Task item – Return the material exactly, first line through the line containing "middle dip: (217, 187)", and nothing more. Pictures stay out.

Data under study –

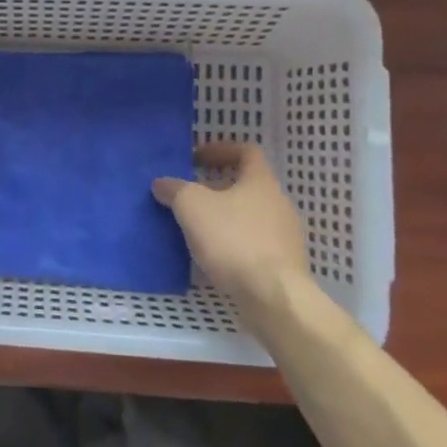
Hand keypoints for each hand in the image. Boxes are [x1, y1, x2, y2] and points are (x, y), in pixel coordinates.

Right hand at [152, 142, 311, 324]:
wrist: (273, 296)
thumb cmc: (233, 239)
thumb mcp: (192, 206)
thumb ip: (174, 189)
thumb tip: (162, 183)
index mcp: (261, 181)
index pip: (247, 152)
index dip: (220, 150)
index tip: (195, 159)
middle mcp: (278, 203)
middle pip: (247, 185)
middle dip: (217, 187)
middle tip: (190, 195)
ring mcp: (284, 236)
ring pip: (250, 216)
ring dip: (224, 217)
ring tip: (197, 228)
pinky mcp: (283, 264)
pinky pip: (253, 244)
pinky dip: (233, 243)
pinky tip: (213, 257)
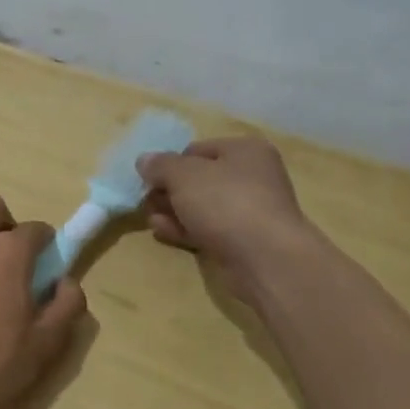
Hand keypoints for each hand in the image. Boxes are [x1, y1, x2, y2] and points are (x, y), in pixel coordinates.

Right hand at [137, 136, 317, 293]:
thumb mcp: (183, 175)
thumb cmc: (225, 202)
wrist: (265, 258)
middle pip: (199, 179)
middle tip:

Response to this exercise –
Hand keypoints for each hand in the image. Boxes are [x1, y1, x2, y2] and points are (x, y), in pixel coordinates.

Right hand at [152, 142, 311, 324]:
wrist: (273, 296)
thumb cmc: (233, 239)
thumb mcp: (192, 206)
thumb ip: (174, 189)
thumb tip: (162, 183)
index mcp: (261, 181)
index pip: (247, 152)
index dip: (220, 150)
index tip: (195, 159)
middle mcp: (278, 203)
middle pip: (247, 185)
middle dip: (217, 187)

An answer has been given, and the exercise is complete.